-- Problem statement --
Find the word "graph" in the data. Return every line where it appears.

Dataset entries
-----

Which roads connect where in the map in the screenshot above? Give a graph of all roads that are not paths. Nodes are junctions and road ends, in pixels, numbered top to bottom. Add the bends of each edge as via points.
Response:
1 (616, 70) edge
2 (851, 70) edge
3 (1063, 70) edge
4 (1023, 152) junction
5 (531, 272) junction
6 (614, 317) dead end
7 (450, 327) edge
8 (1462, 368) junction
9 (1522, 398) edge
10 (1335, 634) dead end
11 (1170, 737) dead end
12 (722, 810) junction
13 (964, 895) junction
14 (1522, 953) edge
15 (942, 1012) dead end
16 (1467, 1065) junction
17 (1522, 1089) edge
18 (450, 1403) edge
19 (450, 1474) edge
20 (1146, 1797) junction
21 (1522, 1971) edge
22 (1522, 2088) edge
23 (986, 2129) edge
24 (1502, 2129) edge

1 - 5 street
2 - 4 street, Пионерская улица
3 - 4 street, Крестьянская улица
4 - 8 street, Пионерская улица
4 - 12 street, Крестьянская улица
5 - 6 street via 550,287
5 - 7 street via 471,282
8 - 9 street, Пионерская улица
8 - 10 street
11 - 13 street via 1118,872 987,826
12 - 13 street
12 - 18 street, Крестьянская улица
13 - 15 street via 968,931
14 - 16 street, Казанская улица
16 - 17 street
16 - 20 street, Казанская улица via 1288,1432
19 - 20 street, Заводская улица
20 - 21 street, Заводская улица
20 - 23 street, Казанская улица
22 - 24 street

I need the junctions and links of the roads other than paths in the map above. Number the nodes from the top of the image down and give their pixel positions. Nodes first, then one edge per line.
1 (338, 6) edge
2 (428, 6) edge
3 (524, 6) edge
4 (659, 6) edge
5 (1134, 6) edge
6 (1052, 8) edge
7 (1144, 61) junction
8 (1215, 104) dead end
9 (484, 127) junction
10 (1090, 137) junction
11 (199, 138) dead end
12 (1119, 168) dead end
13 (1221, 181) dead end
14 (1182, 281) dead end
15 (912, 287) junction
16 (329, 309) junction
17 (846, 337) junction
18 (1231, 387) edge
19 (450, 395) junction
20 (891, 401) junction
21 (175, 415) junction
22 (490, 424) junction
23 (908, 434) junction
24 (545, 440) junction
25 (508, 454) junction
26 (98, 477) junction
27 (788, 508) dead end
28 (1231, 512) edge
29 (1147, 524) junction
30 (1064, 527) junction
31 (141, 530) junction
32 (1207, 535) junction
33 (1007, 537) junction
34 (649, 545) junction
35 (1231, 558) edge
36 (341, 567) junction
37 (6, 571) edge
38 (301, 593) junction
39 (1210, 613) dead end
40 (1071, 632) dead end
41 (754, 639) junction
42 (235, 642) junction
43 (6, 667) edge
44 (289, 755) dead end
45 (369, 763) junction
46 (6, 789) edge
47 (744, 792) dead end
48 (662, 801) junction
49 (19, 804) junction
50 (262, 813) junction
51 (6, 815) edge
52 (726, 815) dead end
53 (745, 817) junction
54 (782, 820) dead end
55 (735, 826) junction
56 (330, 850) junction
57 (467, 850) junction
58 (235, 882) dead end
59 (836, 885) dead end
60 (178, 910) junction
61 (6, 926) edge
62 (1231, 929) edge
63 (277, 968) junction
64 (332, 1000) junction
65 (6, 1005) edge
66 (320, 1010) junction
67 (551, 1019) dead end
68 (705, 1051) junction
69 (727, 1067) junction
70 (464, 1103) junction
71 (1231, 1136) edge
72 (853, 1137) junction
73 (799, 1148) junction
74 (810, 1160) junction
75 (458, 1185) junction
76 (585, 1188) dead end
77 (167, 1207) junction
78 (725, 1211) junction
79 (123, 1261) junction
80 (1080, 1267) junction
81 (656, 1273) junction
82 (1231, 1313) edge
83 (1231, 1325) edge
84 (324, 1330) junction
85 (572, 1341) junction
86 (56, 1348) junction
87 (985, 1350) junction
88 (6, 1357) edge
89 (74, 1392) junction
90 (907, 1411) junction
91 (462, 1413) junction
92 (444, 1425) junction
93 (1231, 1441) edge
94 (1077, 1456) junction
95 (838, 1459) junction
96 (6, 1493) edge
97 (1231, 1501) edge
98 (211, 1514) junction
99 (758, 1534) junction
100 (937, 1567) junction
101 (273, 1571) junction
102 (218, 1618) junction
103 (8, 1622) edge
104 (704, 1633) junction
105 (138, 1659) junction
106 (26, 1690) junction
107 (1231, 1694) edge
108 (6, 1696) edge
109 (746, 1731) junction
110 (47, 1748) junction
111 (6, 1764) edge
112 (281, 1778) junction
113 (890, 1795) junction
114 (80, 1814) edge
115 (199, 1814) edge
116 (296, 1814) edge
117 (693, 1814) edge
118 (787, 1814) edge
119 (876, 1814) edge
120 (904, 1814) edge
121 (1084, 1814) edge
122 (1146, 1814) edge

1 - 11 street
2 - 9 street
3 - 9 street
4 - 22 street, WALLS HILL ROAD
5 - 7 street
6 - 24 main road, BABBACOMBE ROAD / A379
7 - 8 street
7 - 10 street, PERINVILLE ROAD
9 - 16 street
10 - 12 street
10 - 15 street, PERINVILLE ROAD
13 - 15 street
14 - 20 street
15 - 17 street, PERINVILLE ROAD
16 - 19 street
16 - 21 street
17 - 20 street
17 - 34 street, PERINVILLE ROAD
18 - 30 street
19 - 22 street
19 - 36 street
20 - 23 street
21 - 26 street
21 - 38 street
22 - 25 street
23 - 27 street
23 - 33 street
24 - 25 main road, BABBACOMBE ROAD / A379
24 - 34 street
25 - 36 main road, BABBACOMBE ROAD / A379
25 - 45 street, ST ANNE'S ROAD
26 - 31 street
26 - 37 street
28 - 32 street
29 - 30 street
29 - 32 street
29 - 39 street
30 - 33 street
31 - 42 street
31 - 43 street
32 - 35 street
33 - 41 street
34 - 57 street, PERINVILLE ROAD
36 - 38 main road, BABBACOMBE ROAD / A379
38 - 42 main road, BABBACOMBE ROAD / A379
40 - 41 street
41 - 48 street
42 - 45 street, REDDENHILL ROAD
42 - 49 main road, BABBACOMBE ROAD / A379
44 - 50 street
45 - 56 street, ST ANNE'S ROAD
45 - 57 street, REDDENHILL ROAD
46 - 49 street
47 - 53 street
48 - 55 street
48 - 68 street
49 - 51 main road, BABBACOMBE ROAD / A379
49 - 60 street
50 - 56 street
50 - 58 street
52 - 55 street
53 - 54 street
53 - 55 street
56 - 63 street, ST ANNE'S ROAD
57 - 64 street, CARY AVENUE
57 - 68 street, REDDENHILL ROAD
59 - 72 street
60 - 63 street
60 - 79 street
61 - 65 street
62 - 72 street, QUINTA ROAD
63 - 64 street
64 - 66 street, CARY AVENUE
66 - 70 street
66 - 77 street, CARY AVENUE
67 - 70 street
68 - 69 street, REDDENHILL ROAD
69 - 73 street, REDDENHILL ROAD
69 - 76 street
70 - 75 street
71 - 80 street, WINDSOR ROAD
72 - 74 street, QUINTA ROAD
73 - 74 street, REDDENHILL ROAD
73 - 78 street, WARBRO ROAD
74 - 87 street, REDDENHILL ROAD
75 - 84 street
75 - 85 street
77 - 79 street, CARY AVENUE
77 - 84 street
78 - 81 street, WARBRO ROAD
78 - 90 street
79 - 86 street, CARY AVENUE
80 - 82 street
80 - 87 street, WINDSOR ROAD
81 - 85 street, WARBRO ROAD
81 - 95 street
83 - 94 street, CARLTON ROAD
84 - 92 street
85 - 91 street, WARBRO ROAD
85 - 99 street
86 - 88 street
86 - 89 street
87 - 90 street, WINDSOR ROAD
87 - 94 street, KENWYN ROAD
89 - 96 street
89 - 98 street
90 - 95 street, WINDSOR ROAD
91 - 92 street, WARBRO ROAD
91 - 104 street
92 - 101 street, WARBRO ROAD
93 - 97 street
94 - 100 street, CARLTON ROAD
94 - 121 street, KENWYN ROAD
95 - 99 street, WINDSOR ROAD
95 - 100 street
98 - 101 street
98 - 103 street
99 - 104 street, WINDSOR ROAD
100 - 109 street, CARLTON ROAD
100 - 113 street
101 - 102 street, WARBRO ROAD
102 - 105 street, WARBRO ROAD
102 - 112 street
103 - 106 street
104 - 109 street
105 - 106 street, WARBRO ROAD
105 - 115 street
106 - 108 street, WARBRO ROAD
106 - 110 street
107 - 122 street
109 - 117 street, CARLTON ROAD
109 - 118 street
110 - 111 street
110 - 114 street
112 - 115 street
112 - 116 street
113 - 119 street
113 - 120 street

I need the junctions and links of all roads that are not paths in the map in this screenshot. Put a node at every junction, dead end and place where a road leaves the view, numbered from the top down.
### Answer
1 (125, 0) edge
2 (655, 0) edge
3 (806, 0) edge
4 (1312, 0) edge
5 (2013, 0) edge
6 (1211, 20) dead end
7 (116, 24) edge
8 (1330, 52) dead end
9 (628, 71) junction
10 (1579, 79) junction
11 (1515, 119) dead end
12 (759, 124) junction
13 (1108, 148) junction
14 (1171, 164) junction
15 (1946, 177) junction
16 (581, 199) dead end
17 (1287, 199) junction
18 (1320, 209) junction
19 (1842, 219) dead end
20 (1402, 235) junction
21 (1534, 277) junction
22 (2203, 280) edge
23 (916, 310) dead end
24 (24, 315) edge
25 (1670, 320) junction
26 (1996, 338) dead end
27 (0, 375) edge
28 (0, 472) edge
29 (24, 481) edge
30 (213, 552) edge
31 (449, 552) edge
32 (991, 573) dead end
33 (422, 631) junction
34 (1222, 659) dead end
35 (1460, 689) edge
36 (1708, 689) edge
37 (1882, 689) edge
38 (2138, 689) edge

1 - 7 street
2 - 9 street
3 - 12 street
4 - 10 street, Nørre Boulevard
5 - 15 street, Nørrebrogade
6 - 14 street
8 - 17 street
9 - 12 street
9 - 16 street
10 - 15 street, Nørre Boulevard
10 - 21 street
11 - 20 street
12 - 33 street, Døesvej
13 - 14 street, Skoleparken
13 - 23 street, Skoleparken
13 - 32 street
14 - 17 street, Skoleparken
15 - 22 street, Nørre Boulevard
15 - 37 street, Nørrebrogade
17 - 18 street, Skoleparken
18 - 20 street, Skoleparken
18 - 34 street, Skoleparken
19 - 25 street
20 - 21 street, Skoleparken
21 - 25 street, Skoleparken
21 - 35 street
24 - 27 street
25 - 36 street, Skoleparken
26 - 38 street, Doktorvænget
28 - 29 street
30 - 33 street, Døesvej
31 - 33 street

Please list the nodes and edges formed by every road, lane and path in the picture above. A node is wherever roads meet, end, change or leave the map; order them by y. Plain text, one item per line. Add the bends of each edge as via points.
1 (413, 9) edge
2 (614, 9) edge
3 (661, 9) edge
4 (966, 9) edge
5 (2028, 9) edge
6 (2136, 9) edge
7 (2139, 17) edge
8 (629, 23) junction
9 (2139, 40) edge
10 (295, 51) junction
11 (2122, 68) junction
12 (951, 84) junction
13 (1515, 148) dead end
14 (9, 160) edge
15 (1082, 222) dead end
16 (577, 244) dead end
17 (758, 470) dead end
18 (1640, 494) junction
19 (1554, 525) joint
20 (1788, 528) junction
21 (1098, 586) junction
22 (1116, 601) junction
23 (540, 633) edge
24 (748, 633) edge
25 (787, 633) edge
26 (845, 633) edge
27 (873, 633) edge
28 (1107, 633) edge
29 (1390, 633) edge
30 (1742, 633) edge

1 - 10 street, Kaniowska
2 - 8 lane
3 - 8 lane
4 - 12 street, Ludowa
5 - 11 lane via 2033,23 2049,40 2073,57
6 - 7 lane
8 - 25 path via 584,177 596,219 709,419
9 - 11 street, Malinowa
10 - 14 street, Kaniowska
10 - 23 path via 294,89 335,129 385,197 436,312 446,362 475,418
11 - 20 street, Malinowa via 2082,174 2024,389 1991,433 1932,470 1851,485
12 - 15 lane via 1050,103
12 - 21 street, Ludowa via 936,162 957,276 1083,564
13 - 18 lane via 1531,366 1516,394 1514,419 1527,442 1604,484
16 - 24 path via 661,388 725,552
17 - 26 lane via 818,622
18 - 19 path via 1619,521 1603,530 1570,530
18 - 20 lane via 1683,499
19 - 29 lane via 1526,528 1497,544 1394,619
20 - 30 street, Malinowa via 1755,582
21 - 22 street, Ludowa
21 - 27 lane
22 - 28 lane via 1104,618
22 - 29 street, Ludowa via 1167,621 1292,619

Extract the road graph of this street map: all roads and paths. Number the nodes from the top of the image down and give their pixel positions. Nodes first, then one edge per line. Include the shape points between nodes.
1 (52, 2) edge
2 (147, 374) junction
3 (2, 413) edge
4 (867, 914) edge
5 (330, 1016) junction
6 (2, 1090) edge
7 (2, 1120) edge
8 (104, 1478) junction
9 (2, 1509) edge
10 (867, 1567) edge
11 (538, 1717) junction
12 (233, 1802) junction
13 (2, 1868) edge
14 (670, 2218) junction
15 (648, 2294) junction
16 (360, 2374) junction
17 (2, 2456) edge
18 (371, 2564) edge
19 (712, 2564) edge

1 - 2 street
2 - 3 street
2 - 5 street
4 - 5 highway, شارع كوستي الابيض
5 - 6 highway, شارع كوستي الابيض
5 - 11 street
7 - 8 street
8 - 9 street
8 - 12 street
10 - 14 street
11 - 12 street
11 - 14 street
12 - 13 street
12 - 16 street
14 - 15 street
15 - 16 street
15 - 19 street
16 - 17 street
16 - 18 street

-----

-- Task output --
Which roads connect where in the map in the screenshot above? Give a graph of all roads that are not paths. Nodes are junctions and road ends, in pixels, numbered top to bottom. Add the bends of each edge as via points.
Extract the road graph of this street map: all roads and paths. Number the nodes from the top of the image down and give their pixel positions. Nodes first, then one edge per line. Include the shape points between nodes.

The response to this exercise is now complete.